» Problem requirements: After locating the line with "Build a routing", reproduce it and all following lines of the listing below exactly, stopping only at the final line.

━━━━━━━━━━━━━━━━━━━━━━━━━━━━━━

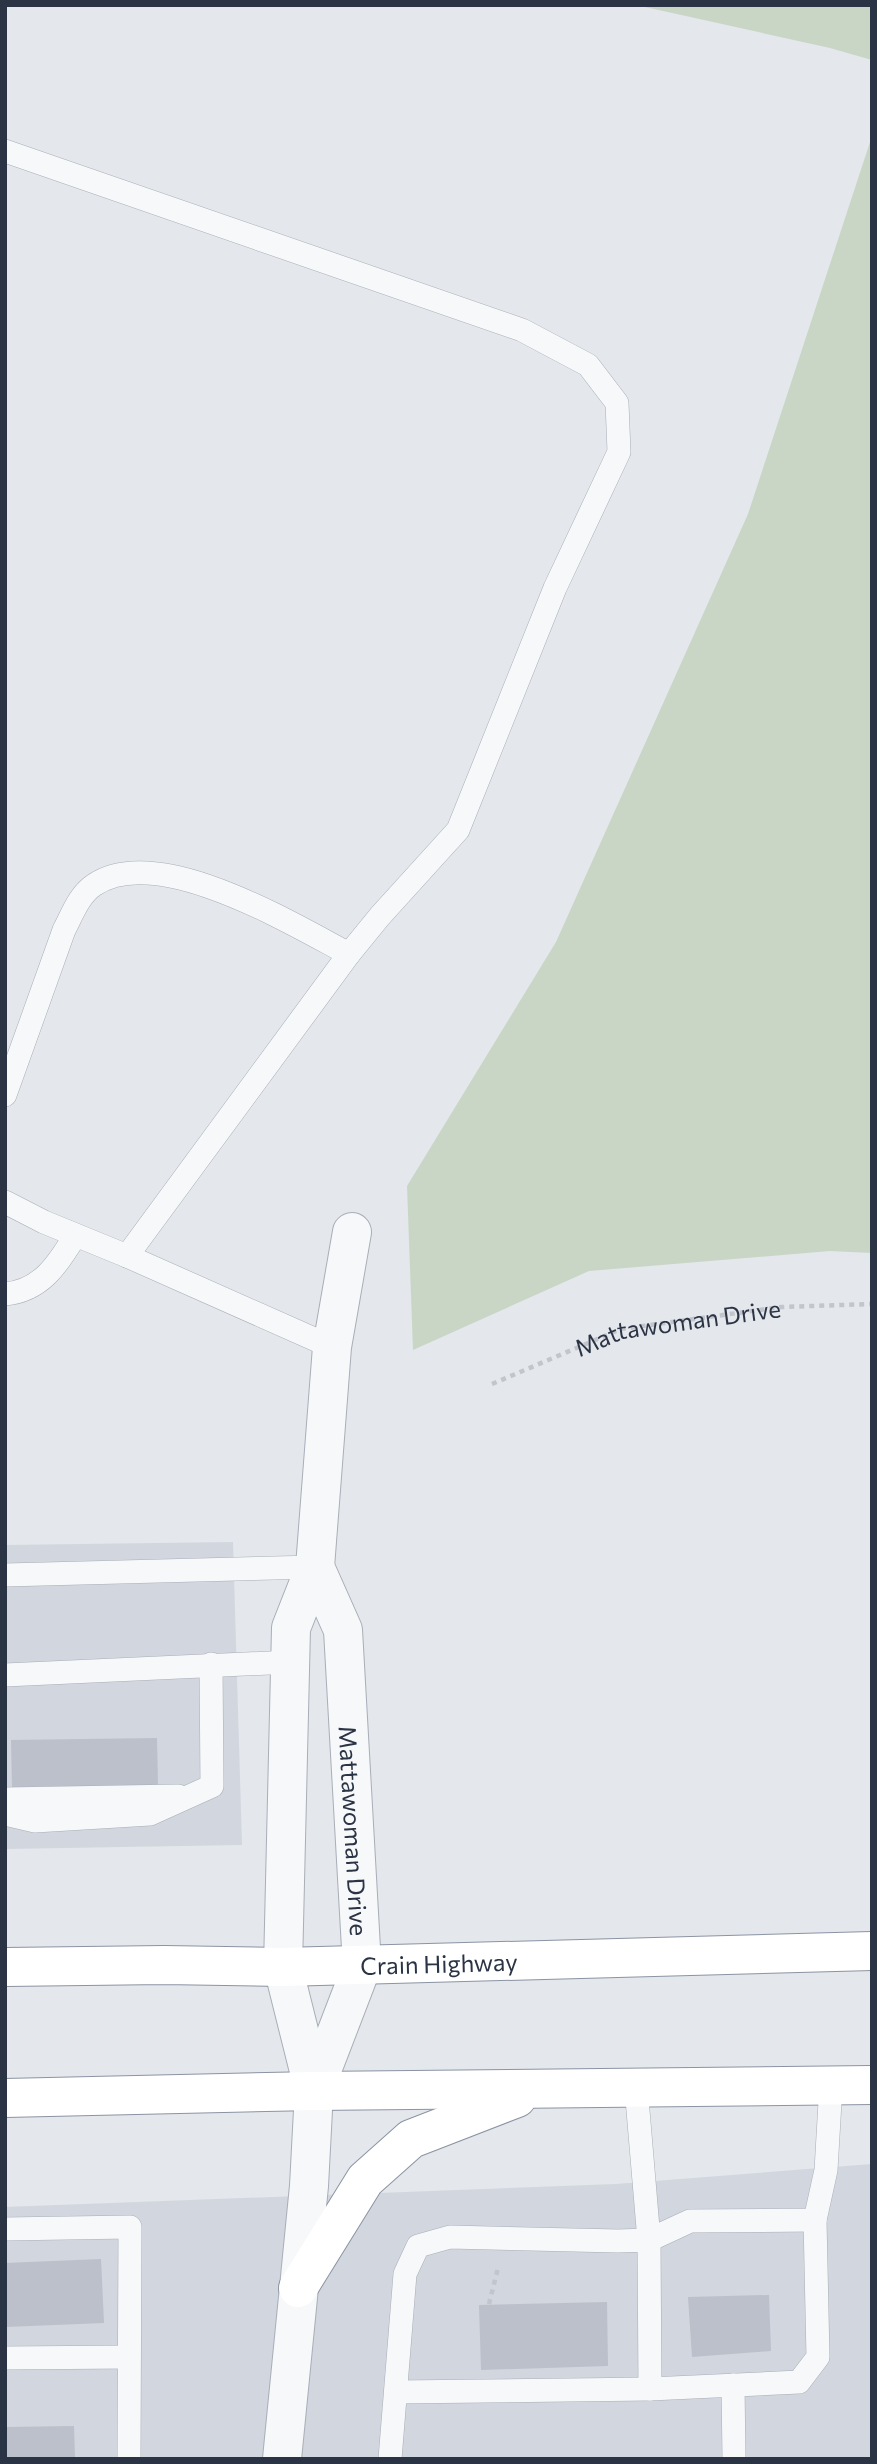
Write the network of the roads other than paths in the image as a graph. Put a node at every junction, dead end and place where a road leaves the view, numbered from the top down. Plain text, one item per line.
1 (5, 151) edge
2 (349, 954) junction
3 (5, 1095) edge
4 (5, 1202) edge
5 (352, 1233) dead end
6 (75, 1236) junction
7 (127, 1256) junction
8 (5, 1294) edge
9 (332, 1347) junction
10 (315, 1567) junction
11 (5, 1575) edge
12 (291, 1662) junction
13 (211, 1664) junction
14 (6, 1676) edge
15 (185, 1796) junction
16 (5, 1799) edge
17 (5, 1814) edge
18 (872, 1951) edge
19 (362, 1966) junction
20 (5, 1967) edge
21 (283, 1968) junction
22 (831, 2085) junction
23 (872, 2085) edge
24 (636, 2087) junction
25 (542, 2088) junction
26 (314, 2091) junction
27 (5, 2098) edge
28 (815, 2220) junction
29 (5, 2229) edge
30 (649, 2240) junction
31 (298, 2288) junction
32 (129, 2357) junction
33 (5, 2358) edge
34 (733, 2385) junction
35 (650, 2389) junction
36 (396, 2392) junction
37 (129, 2459) edge
38 (282, 2459) edge
39 (390, 2459) edge
40 (734, 2459) edge

1 - 2 lane
2 - 3 lane
2 - 7 lane
4 - 6 lane
5 - 9 street, Mattawoman Drive
6 - 7 lane
6 - 8 lane
7 - 9 lane
9 - 10 street, Mattawoman Drive
10 - 11 lane
10 - 12 street, Mattawoman Drive
10 - 19 street, Mattawoman Drive
12 - 13 lane
12 - 21 street, Mattawoman Drive
13 - 14 lane
13 - 15 lane
15 - 16 lane
15 - 17 lane
18 - 19 highway, Crain Highway
19 - 21 highway, Crain Highway
19 - 26 street, Mattawoman Drive
20 - 21 highway, Crain Highway
21 - 26 street, Mattawoman Drive
22 - 23 highway
22 - 24 highway
22 - 28 lane
24 - 25 highway
24 - 30 lane
25 - 26 highway
25 - 31 highway
26 - 27 highway
26 - 31 street, Mattawoman Drive
28 - 30 lane
28 - 34 lane
29 - 32 lane
30 - 35 lane
30 - 36 lane
31 - 38 street, Mattawoman Drive
32 - 33 lane
32 - 37 lane
34 - 35 lane
34 - 40 lane
35 - 36 lane
36 - 39 lane

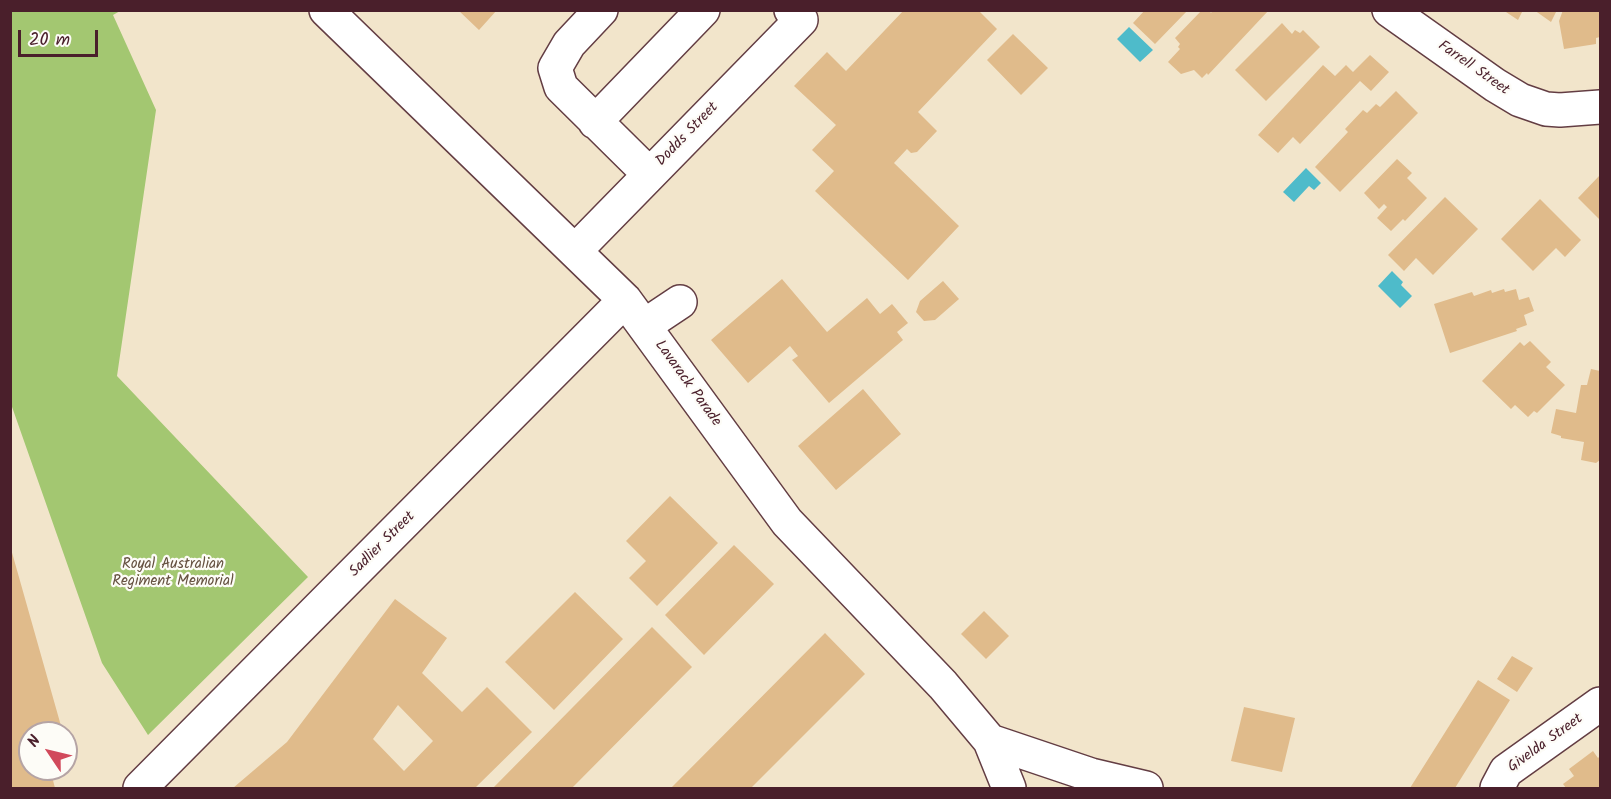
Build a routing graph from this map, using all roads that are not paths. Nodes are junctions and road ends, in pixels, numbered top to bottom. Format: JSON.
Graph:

━━━━━━━━━━━━━━━━━━━━━━━━━━━━━━

» Finished exercise:
Build a routing graph from this map, using all roads that are not paths. Nodes are junctions and road ends, in pixels, numbered top to bottom. Format: JSON.
Graph:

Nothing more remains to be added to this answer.